En poursuivant la
série de portraits des Apôtres choisis directement par Jésus au
cours de sa vie terrestre, nous avons parlé de saint Pierre, de
son frère André. Aujourd'hui, nous rencontrons la figure de
Jacques. Les listes
bibliques
des Douze mentionnent deux personnes portant ce nom: Jacques
fils de Zébédée et Jacques fils d'Alphée (cf. Mc 3, 17.18; Mt
10, 2-3), que l'on distingue communément par les appellations de
Jacques le Majeur et Jacques le Mineur. Ces désignations
n'entendent bien sûr pas mesurer leur sainteté, mais seulement
prendre acte de l'importance différente qu'ils reçoivent dans
les écrits du Nouveau Testament et, en particulier, dans le
cadre de la vie terrestre de Jésus. Aujourd'hui, nous consacrons
notre attention au premier de ces deux personnages homonymes.
Le nom de Jacques
est la traduction de Iákobos, forme grécisée du nom du
célèbre Patriarche Jacob. L'apôtre ainsi appelé est le frère de
Jean et, dans les listes susmentionnées, il occupe la deuxième
place immédiatement après Pierre, comme dans Marc (3, 17), ou la
troisième place après Pierre et André dans les Evangiles de
Matthieu (10, 2) et de Luc (6, 14), alors que dans les Actes, il
vient après Pierre et Jean (1, 13).
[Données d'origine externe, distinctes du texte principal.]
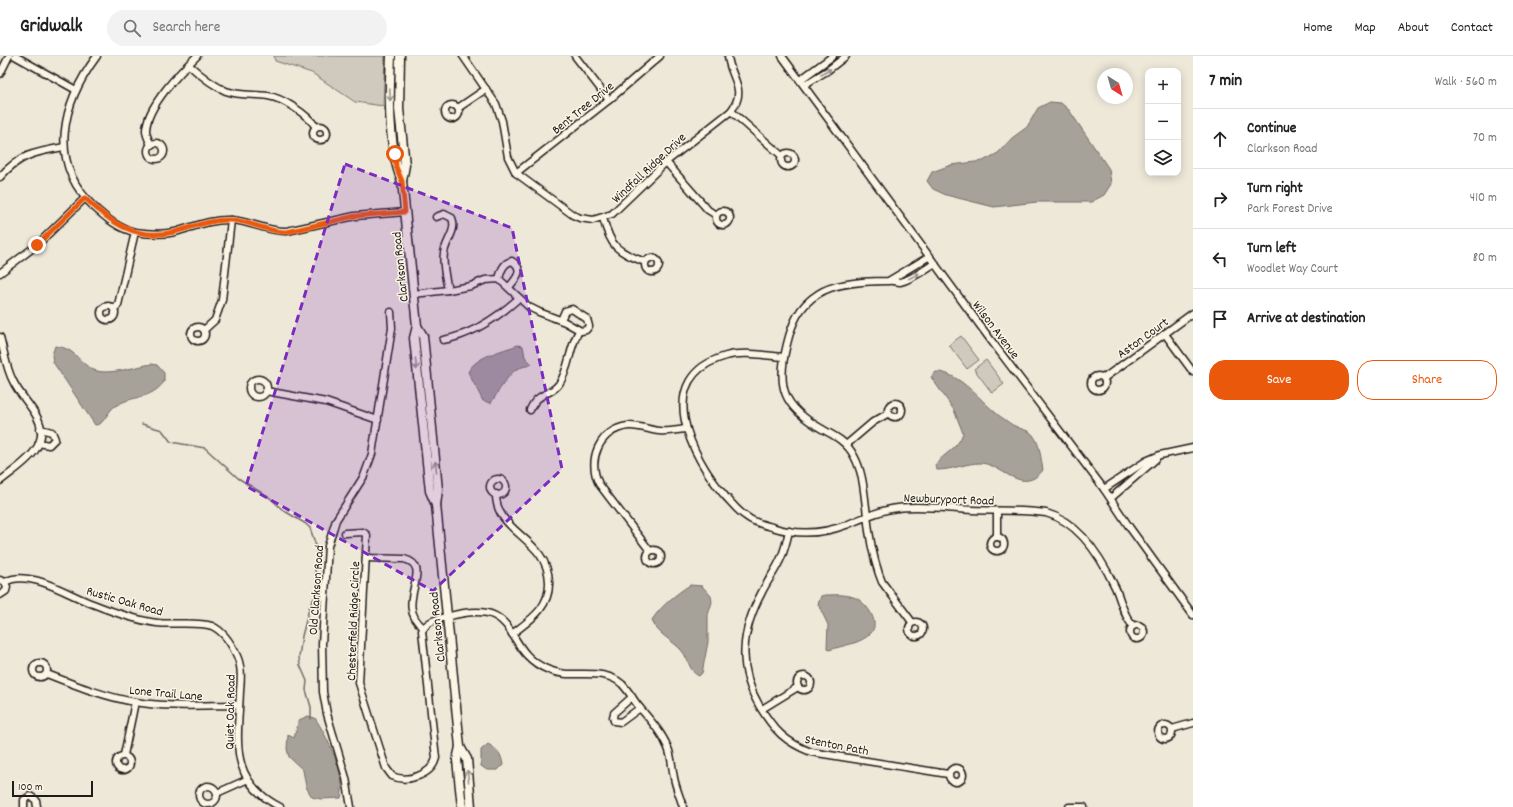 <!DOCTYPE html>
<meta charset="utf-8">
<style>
body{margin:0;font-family:Dekko,sans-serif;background:#f2f2f2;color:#222}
.controls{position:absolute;right:12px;top:12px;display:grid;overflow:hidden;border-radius:8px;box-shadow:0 2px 10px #0003}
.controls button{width:36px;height:36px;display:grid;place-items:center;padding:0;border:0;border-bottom:1px solid #e0e0e0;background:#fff;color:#222;font:20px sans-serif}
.compass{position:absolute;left:1097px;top:12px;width:36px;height:36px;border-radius:50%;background:#fff;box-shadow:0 2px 10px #0003;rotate:143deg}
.scale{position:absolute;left:12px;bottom:10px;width:81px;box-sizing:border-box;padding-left:4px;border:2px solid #1c1c1c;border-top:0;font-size:11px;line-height:14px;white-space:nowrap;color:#1c1c1c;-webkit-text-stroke:3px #fcf5e5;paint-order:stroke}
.stop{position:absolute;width:12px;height:12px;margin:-9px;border:3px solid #ea580c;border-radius:50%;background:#fff}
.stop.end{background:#ea580c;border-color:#fff;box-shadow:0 1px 4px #0008}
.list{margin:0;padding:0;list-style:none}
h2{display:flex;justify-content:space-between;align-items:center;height:52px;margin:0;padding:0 16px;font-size:17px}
h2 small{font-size:13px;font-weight:400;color:#767676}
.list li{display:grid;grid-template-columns:26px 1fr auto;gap:12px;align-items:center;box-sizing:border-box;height:60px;padding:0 16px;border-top:1px solid #e0e0e0}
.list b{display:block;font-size:15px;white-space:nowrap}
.list p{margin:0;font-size:13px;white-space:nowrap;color:#767676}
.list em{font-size:13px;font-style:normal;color:#767676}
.actions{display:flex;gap:8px;padding:12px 16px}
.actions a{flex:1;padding:9px 0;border:1px solid #ea580c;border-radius:16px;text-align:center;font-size:14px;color:#ea580c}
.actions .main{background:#ea580c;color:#fff}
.icon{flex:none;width:22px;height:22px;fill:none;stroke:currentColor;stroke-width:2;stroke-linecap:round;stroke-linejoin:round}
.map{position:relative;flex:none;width:1193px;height:751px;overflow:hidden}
header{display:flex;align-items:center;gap:24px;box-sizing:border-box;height:56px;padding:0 20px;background:#fff;border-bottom:1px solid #e0e0e0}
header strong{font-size:19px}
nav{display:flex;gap:22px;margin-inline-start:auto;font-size:14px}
.search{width:280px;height:36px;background:#f2f2f2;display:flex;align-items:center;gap:10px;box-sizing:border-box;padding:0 14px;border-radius:22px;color:#767676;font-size:15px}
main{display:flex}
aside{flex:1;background:#fff}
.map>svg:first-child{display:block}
</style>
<header>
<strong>Gridwalk</strong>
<div class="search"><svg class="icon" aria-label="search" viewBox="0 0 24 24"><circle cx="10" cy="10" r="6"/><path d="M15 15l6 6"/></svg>Search here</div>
<nav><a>Home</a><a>Map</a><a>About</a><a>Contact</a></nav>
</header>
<main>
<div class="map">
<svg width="1193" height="751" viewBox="0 0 1193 751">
<rect width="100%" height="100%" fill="#eee8d9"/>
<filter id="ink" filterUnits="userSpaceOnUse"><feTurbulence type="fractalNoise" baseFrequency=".025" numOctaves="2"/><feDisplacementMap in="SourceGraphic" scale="8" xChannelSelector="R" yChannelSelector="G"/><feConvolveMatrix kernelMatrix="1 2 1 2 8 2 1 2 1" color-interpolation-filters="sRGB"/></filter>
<g filter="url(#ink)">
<g fill="#cfcabd" stroke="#76736c">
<polygon points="274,0 385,0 383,50 355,46 312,17 275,5"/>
<polygon points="961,280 979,304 967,313 949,289"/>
<polygon points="986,304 1004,328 992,337 974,313"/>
</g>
<g fill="#a7a299" stroke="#6f6c67">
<polygon points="1050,46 1061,47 1069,54 1109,113 1111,128 1104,139 1091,146 1037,146 994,151 946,139 933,133 927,125 932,116 951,109 983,105 998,97 1012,82 1027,71 1038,52"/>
<path d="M518 289 523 290 525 301 532 308C527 311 522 310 517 313 508 318 497 338 491 347L483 345 468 316C476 300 502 295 518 289Z"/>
<path d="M55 290C76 292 77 306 94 314 109 320 137 310 152 308L157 309 164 317V326C150 344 134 339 117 349 110 352 106 363 100 368L95 369 53 306 52 299Z"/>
<path d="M936 316C959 315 983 348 1001 361 1006 364 1011 369 1017 371 1023 374 1029 374 1033 379 1040 387 1041 404 1043 414 1022 441 1001 407 980 407 966 407 952 414 937 414L935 409C944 397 958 393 963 377L954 354 931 321Z"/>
<path d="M690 529 702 530 711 540 712 546 708 559V586L702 617 699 620C690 617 688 602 682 595 673 584 656 578 652 564 661 550 676 538 690 529Z"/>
<path d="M825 539C834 539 845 538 853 541 865 544 881 566 871 577 861 588 843 589 829 594L827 592 828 569 818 548 821 540Z"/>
<path d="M308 660 315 662C327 680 347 721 341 742L321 743 312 741 306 731 303 714 289 701 287 693 288 679 294 682 299 664Z"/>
<path d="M488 688C498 694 501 697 503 709L498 714H487L481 710V694Z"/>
</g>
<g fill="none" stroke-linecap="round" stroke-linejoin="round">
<polyline stroke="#6f6c67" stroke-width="1.5" points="142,368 162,374 171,386 205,392 238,422 270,442 283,454 306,468 310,472 316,490 315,514 318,535 310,549 302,580 299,601 300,609 307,625 306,634 311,651 311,663"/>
<defs>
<g id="minor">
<polyline points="15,0 76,34"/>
<path d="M97 0C62 47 47 106 94 151 106 162 119 173 135 176 148 178 162 179 175 176 193 171 211 163 231 164 251 165 267 176 287 175L355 160 405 156"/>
<path d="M463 0 496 48 502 65 508 101 516 117 573 159 580 162 593 164 612 158 666 106 731 55C748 33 730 22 728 0"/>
<polyline points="575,0 609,44"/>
<polyline points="782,0 990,283 1104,433 1130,472 1193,559"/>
<path d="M189 9C200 19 212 29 226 35 240 40 254 38 268 40 283 42 308 59 316 71"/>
<polyline points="0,18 9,0"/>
<polyline points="800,24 833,0"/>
<polyline points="804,29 827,15 846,0"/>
<circle cx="452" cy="56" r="7"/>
<polyline points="458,52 486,33"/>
<polyline points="731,55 782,100"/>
<circle cx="320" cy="77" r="7"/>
<circle cx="156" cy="95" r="8"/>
<path d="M151 89C149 84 146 80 146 74 147 50 180 16 197 0"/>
<circle cx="788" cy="104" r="7"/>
<polyline points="666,106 708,154 716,159"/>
<polyline points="516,117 609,44 660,0"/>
<path d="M0 121C20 98 36 96 64 91"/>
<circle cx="723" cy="162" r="7"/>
<path d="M436 161 444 158 452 162C457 175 446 184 444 197 442 209 446 223 448 234"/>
<path d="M603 162C611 192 617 195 645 206"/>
<circle cx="652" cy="209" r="7"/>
<polyline points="0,217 37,189 85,142"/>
<path d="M499 223C501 215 503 207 512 205 525 213 516 223 509 231"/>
<polyline points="890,224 930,200"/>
<polyline points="414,238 448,234 471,230 485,224 499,223 529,251 539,256 565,266 581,275 586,274 589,270 587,263 572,253 565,255 561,264"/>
<circle cx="108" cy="257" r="7"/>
<polyline points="114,254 118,249 135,176"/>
<circle cx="198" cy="278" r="7"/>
<polyline points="204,274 215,264 222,244 231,164"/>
<polyline points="1165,278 1193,316"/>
<path d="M0 281C4 295 6 312 13 325 19 338 30 348 37 361 53 391 20 409 0 425"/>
<path d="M443 284C472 279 498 261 519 242"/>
<path d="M784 301C766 300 744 295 726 300 651 321 691 401 725 440 732 447 738 456 747 461 753 466 764 469 772 471 796 479 822 478 846 469 863 462 880 454 898 452 922 449 949 453 973 454 997 455 1022 454 1046 457 1079 466 1101 501 1115 531 1121 544 1123 559 1133 570"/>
<circle cx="1098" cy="327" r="7"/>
<polyline points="1104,322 1193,257"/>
<circle cx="258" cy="332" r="9"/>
<polyline points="266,335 326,346 378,364"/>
<circle cx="895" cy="354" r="7"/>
<path d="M530 354C538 335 549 341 559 328 570 312 569 291 579 275"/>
<polyline points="39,387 49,389 55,383 52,376 40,373"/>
<polyline points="846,389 873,366 889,357"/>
<circle cx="498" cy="431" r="8"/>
<polyline points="1104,433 1146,405 1160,399 1193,392"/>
<path d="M496 438C495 477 548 482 549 526 550 552 530 564 512 578"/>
<polyline points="1111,442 1156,403"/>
<path d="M789 475C787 484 785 493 781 502 776 514 768 524 762 536 741 575 737 612 760 651 774 674 785 686 811 696L948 718"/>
<path d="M345 477 363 476 367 479 359 627 386 712 392 720C407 727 432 719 436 702L422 575C428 564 438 563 450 560 524 541 500 595 549 614 572 624 602 610 622 628 629 635 634 645 640 652 651 665 662 677 668 692 672 702 672 712 674 722 676 732 680 741 683 751"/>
<circle cx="997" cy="488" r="7"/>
<polyline points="997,481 997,455"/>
<circle cx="654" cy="501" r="7"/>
<path d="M650 495 599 428C587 404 599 374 628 370 639 369 649 374 659 375 668 376 677 374 686 373"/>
<path d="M366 502 404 503C437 511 391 548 424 572"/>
<polyline points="0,524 5,526 7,531 6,535 0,539"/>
<path d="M5 526C29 512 70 540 93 548 113 556 136 564 157 567 173 569 197 565 212 570 223 575 232 589 237 600 242 611 241 623 240 635 238 686 228 724 280 751"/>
<circle cx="916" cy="573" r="7"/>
<path d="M912 566 882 526 879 518C873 500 869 479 867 459 864 439 864 418 854 400 847 386 835 380 822 373 783 351 776 331 787 288 792 267 799 250 818 238 834 227 868 225 888 225 893 224 896 226 900 226 913 223 924 214 935 207"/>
<circle cx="1137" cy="576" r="7"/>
<circle cx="40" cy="614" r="7"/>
<path d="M47 618C75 629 105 641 135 646 169 652 205 649 239 649"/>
<circle cx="804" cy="627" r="7"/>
<polyline points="632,641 614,657 613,661 614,665 621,666 640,652"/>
<polyline points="762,653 798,631"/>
<circle cx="1165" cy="676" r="7"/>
<polyline points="1172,673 1193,667"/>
<polyline points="124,699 135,646"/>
<circle cx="123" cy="707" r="7"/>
<circle cx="956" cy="719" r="7"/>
<circle cx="208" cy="739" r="9"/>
<polyline points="217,737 246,724"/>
<polyline points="24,751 24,744 30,740 36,744 37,751"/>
<polyline points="351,751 346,722 327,658 323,636 322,588 328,490 336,464 364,420 372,398 392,272 391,256"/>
<polyline points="1069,751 1084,751"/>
</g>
<g id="major">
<path d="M391 0C389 35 388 93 402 125"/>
<polyline points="400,0 399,53 405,109 402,125 417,270 414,282 430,435 436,449"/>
<polyline points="417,270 423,280 438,434 436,449 460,691 457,704 462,751"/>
<polyline points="460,691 467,703 471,751"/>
</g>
</defs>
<use href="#minor" stroke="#1c1c1c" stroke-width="9"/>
<use href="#major" stroke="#1c1c1c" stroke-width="11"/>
<use href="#minor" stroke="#fcf5e5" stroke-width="6"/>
<use href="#major" stroke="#fcf5e5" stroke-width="8"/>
</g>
<defs><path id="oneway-shaft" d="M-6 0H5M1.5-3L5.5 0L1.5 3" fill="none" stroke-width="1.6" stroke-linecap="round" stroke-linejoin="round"/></defs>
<g stroke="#97938b">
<use href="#oneway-shaft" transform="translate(826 16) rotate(-33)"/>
<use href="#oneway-shaft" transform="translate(390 39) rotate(88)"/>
<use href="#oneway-shaft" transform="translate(914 220) rotate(-27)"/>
<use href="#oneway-shaft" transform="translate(416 308) rotate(84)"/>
<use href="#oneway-shaft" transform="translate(436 411) rotate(-96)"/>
<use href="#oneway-shaft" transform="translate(468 720) rotate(-96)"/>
</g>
</g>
<g fill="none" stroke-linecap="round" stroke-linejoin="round" filter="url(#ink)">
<path stroke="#ea580c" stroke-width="5" d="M37 189 85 142C111 167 136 185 174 176 193 171 211 163 231 164 251 165 267 176 287 176L355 160 405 156 402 125 396 111 395 98"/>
</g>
<path fill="#7b2cbf" fill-opacity="0.2" stroke="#7b2cbf" stroke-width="3" stroke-dasharray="8 5" stroke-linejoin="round" d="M345 108 512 172 562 413 433 535 246 430Z"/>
<g text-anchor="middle" stroke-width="3" stroke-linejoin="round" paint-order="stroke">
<g font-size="13" fill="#1c1c1c" stroke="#fcf5e5">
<text transform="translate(582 51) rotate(-39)" y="5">Bent Tree Drive</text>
<text transform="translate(648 111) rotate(-43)" y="5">Windfall Ridge Drive</text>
<text transform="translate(399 211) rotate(-96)" y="5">Clarkson Road</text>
<text transform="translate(997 273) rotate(53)" y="5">Wilson Avenue</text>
<text transform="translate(1142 281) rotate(-36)" y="5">Aston Court</text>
<text transform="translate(949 442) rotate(2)" y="5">Newburyport Road</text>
<text transform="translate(315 534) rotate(-86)" y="5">Old Clarkson Road</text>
<text transform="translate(125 544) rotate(16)" y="5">Rustic Oak Road</text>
<text transform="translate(352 565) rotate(-88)" y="5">Chesterfield Ridge Circle</text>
<text transform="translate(436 571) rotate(-96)" y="5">Clarkson Road</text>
<text transform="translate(166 636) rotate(5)" y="5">Lone Trail Lane</text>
<text transform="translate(229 656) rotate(-89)" y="5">Quiet Oak Road</text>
<text transform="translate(837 688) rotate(11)" y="5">Stenton Path</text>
</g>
</g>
</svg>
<div class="controls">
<button>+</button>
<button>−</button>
<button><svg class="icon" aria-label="layers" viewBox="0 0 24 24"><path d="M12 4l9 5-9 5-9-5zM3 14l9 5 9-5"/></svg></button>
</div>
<svg class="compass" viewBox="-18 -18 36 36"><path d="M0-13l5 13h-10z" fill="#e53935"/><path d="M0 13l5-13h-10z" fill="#767676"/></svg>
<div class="scale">100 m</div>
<div class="stop" style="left:395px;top:98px"></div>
<div class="stop end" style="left:37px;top:189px"></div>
</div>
<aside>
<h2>7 min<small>Walk · 560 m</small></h2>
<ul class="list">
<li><svg class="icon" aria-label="ahead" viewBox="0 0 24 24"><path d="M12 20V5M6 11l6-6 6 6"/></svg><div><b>Continue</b><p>Clarkson Road</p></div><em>70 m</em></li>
<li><svg class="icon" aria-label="right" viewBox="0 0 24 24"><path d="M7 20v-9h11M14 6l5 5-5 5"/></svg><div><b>Turn right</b><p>Park Forest Drive</p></div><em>410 m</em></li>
<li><svg class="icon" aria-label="left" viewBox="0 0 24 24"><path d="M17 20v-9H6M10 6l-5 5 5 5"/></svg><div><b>Turn left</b><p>Woodlet Way Court</p></div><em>80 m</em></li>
<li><svg class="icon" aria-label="arrive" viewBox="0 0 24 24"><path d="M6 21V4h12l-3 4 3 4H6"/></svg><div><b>Arrive at destination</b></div></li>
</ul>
<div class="actions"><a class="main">Save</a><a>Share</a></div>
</aside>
</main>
Ce Jacques appartient, avec
Pierre et Jean, au groupe des trois disciples préférés qui ont
été admis par Jésus à des moments importants de sa vie.
Comme il fait très
chaud, je voudrais abréger et ne mentionner ici que deux de ces
occasions. Il a pu participer, avec Pierre et Jean, au moment de
l'agonie de Jésus dans le jardin du Gethsémani, et à
l'événement de la Transfiguration de Jésus. Il s'agit donc de
situations très différentes l'une de l'autre: dans un cas,
Jacques avec les deux Apôtres fait l'expérience de la gloire du
Seigneur. Il le voit en conversation avec Moïse et Elie, il voit
transparaître la splendeur divine en Jésus; dans l'autre, il se
trouve face à la souffrance et à l'humiliation, il voit de ses
propres yeux comment le Fils de Dieu s'humilie, en obéissant
jusqu'à la mort. La deuxième expérience constitua certainement
pour lui l'occasion d'une maturation dans la foi, pour corriger
l'interprétation unilatérale, triomphaliste de la première: il
dut entrevoir que le Messie, attendu par le peuple juif comme un
triomphateur, n'était en réalité pas seulement entouré d'honneur
et de gloire, mais également de souffrances et de faiblesse. La
gloire du Christ se réalise précisément dans la Croix, dans la
participation à nos souffrances.
Cette maturation de
la foi fut menée à bien par l'Esprit Saint lors de la Pentecôte,
si bien que Jacques, lorsque vint le moment du témoignage
suprême, ne recula pas. Au début des années 40 du I siècle, le
roi Hérode Agrippa, neveu d'Hérode le Grand, comme nous
l'apprend Luc, "se mit à maltraiter certains membres de
l'Eglise. Il supprima Jacques, frère de Jean, en le faisant
décapiter" (Ac 12, 1-2). La concision de la nouvelle, privée de
tout détail narratif, révèle, d'une part, combien il était
normal pour les chrétiens de témoigner du Seigneur par leur
propre vie et, de l'autre, à quel point Jacques possédait une
position importante dans l'Eglise de Jérusalem, également en
raison du rôle joué au cours de l'existence terrestre de Jésus.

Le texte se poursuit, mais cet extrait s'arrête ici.